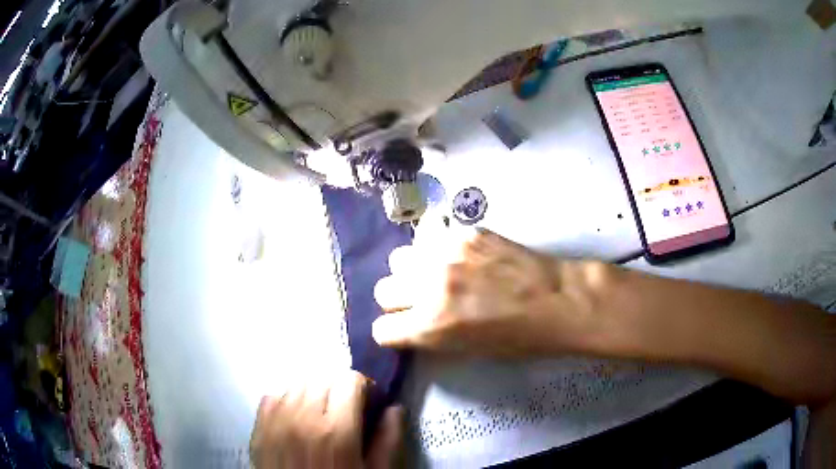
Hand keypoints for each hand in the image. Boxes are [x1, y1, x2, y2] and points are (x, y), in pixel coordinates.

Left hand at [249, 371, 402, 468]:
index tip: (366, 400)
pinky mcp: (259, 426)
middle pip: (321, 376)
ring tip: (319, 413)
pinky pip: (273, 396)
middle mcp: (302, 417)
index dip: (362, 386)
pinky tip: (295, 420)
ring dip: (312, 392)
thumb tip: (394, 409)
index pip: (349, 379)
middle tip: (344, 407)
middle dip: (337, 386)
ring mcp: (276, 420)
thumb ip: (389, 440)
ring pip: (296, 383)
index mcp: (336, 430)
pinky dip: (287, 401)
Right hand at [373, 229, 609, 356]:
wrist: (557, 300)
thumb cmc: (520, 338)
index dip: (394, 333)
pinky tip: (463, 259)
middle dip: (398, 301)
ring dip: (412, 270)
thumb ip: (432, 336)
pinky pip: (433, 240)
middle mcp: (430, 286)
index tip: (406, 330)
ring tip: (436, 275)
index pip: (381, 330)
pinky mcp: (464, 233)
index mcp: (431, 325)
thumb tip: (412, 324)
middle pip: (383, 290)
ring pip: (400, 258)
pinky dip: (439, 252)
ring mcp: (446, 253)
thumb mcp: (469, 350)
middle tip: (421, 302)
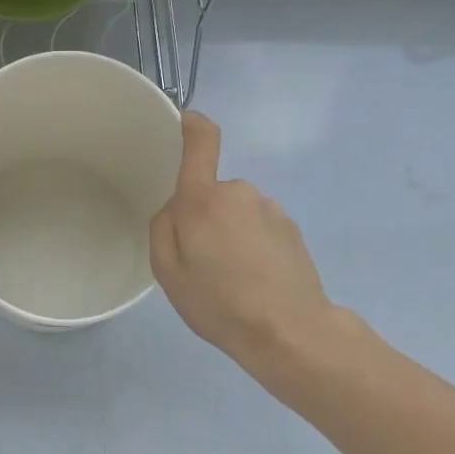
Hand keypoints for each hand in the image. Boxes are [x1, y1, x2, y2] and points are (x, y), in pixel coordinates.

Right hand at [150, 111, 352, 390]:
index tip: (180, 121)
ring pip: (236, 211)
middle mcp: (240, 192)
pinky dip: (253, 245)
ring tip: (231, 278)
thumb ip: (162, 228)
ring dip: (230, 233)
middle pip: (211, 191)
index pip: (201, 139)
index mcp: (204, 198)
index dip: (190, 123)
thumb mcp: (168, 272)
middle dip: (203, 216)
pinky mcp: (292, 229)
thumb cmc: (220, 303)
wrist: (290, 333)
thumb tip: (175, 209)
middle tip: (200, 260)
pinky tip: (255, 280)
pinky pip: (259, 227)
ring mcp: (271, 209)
---------------
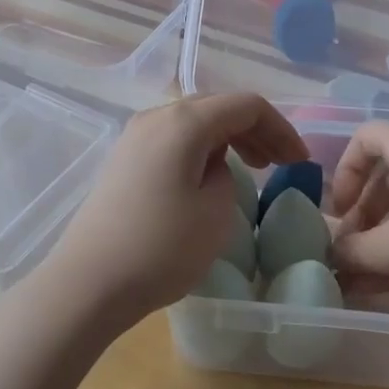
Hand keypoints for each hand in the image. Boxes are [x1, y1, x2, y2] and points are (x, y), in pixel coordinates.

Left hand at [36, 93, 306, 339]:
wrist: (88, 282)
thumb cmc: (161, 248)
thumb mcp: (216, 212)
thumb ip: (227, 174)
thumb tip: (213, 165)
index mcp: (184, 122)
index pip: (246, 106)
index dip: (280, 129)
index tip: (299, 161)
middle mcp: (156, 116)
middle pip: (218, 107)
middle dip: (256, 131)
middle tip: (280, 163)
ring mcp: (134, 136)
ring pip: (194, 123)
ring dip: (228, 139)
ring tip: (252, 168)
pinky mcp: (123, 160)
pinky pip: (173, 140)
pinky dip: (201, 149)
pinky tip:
---------------
# Exercise
With the line that has "index pip: (349, 379)" as the first and the line that has "pinky mcp: (464, 233)" as the last, repeat exactly that run of lines above and no more.

# Answer space
index pip: (349, 379)
middle tip: (344, 407)
middle dip: (337, 386)
ring mcp: (276, 420)
thumb ip: (389, 440)
ring pip: (296, 383)
index mcp: (336, 430)
pinky dip: (287, 401)
Right hand at [373, 229, 609, 356]:
wrist: (557, 300)
thumb cmc: (520, 338)
index dip: (394, 333)
pinky tip: (463, 259)
middle dip: (398, 301)
ring dip: (412, 270)
thumb ip: (432, 336)
pinky pip: (433, 240)
middle mcp: (430, 286)
index tip: (406, 330)
ring tip: (436, 275)
index pip: (381, 330)
pinky mcp: (464, 233)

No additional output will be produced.